- Work instruction
Return every line below exactly.
# # # #
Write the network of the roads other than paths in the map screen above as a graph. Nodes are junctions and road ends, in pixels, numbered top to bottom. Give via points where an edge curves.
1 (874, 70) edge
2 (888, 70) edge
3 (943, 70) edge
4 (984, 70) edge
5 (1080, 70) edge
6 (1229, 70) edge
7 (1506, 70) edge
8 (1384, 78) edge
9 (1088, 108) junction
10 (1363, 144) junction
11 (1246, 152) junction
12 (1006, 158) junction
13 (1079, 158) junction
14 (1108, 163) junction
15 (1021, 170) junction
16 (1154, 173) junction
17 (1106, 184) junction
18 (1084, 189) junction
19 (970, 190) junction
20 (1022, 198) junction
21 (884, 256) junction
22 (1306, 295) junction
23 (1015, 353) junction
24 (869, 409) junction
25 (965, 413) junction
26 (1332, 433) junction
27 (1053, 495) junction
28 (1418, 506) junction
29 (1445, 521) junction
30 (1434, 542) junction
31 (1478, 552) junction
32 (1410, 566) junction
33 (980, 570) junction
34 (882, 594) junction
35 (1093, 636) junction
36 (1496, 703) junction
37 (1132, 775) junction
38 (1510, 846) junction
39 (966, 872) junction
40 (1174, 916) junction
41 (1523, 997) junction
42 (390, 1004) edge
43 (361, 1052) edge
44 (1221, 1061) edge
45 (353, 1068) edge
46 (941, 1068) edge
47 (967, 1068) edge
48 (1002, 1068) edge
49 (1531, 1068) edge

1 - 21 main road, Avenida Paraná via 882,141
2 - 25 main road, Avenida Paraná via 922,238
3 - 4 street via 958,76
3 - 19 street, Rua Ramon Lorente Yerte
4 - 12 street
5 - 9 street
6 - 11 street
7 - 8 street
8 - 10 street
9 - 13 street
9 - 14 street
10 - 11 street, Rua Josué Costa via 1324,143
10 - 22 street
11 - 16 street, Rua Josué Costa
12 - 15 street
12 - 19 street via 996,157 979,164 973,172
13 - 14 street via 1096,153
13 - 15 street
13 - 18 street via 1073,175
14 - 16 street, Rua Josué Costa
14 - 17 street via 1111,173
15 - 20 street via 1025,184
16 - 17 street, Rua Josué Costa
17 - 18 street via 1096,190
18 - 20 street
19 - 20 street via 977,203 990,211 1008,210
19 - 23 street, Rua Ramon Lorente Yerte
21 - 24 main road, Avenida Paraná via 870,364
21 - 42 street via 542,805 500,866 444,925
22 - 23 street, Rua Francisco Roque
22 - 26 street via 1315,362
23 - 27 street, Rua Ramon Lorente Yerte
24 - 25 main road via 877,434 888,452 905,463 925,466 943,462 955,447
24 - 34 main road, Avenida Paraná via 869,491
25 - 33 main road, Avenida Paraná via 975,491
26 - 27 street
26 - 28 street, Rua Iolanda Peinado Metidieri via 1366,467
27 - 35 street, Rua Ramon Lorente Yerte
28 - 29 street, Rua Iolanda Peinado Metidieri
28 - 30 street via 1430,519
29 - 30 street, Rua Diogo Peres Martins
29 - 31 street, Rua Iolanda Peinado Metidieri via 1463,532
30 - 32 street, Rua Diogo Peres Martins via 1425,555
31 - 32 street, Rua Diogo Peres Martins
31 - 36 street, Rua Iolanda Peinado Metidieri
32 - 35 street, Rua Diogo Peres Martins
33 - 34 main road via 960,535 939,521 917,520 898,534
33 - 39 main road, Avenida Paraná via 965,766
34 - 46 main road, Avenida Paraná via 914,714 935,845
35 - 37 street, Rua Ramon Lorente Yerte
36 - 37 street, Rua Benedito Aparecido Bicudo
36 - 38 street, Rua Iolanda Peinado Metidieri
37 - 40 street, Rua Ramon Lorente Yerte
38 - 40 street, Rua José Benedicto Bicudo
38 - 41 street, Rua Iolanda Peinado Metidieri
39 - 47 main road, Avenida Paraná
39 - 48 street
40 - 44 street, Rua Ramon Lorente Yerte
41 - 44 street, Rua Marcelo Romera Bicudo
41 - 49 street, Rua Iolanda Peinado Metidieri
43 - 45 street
# # # #
- Written response
Write the network of the roads other than paths in the map screen above as a graph. Nodes are junctions and road ends, in pixels, numbered top to bottom. Give via points where an edge curves.
1 (874, 70) edge
2 (888, 70) edge
3 (943, 70) edge
4 (984, 70) edge
5 (1080, 70) edge
6 (1229, 70) edge
7 (1506, 70) edge
8 (1384, 78) edge
9 (1088, 108) junction
10 (1363, 144) junction
11 (1246, 152) junction
12 (1006, 158) junction
13 (1079, 158) junction
14 (1108, 163) junction
15 (1021, 170) junction
16 (1154, 173) junction
17 (1106, 184) junction
18 (1084, 189) junction
19 (970, 190) junction
20 (1022, 198) junction
21 (884, 256) junction
22 (1306, 295) junction
23 (1015, 353) junction
24 (869, 409) junction
25 (965, 413) junction
26 (1332, 433) junction
27 (1053, 495) junction
28 (1418, 506) junction
29 (1445, 521) junction
30 (1434, 542) junction
31 (1478, 552) junction
32 (1410, 566) junction
33 (980, 570) junction
34 (882, 594) junction
35 (1093, 636) junction
36 (1496, 703) junction
37 (1132, 775) junction
38 (1510, 846) junction
39 (966, 872) junction
40 (1174, 916) junction
41 (1523, 997) junction
42 (390, 1004) edge
43 (361, 1052) edge
44 (1221, 1061) edge
45 (353, 1068) edge
46 (941, 1068) edge
47 (967, 1068) edge
48 (1002, 1068) edge
49 (1531, 1068) edge

1 - 21 main road, Avenida Paraná via 882,141
2 - 25 main road, Avenida Paraná via 922,238
3 - 4 street via 958,76
3 - 19 street, Rua Ramon Lorente Yerte
4 - 12 street
5 - 9 street
6 - 11 street
7 - 8 street
8 - 10 street
9 - 13 street
9 - 14 street
10 - 11 street, Rua Josué Costa via 1324,143
10 - 22 street
11 - 16 street, Rua Josué Costa
12 - 15 street
12 - 19 street via 996,157 979,164 973,172
13 - 14 street via 1096,153
13 - 15 street
13 - 18 street via 1073,175
14 - 16 street, Rua Josué Costa
14 - 17 street via 1111,173
15 - 20 street via 1025,184
16 - 17 street, Rua Josué Costa
17 - 18 street via 1096,190
18 - 20 street
19 - 20 street via 977,203 990,211 1008,210
19 - 23 street, Rua Ramon Lorente Yerte
21 - 24 main road, Avenida Paraná via 870,364
21 - 42 street via 542,805 500,866 444,925
22 - 23 street, Rua Francisco Roque
22 - 26 street via 1315,362
23 - 27 street, Rua Ramon Lorente Yerte
24 - 25 main road via 877,434 888,452 905,463 925,466 943,462 955,447
24 - 34 main road, Avenida Paraná via 869,491
25 - 33 main road, Avenida Paraná via 975,491
26 - 27 street
26 - 28 street, Rua Iolanda Peinado Metidieri via 1366,467
27 - 35 street, Rua Ramon Lorente Yerte
28 - 29 street, Rua Iolanda Peinado Metidieri
28 - 30 street via 1430,519
29 - 30 street, Rua Diogo Peres Martins
29 - 31 street, Rua Iolanda Peinado Metidieri via 1463,532
30 - 32 street, Rua Diogo Peres Martins via 1425,555
31 - 32 street, Rua Diogo Peres Martins
31 - 36 street, Rua Iolanda Peinado Metidieri
32 - 35 street, Rua Diogo Peres Martins
33 - 34 main road via 960,535 939,521 917,520 898,534
33 - 39 main road, Avenida Paraná via 965,766
34 - 46 main road, Avenida Paraná via 914,714 935,845
35 - 37 street, Rua Ramon Lorente Yerte
36 - 37 street, Rua Benedito Aparecido Bicudo
36 - 38 street, Rua Iolanda Peinado Metidieri
37 - 40 street, Rua Ramon Lorente Yerte
38 - 40 street, Rua José Benedicto Bicudo
38 - 41 street, Rua Iolanda Peinado Metidieri
39 - 47 main road, Avenida Paraná
39 - 48 street
40 - 44 street, Rua Ramon Lorente Yerte
41 - 44 street, Rua Marcelo Romera Bicudo
41 - 49 street, Rua Iolanda Peinado Metidieri
43 - 45 street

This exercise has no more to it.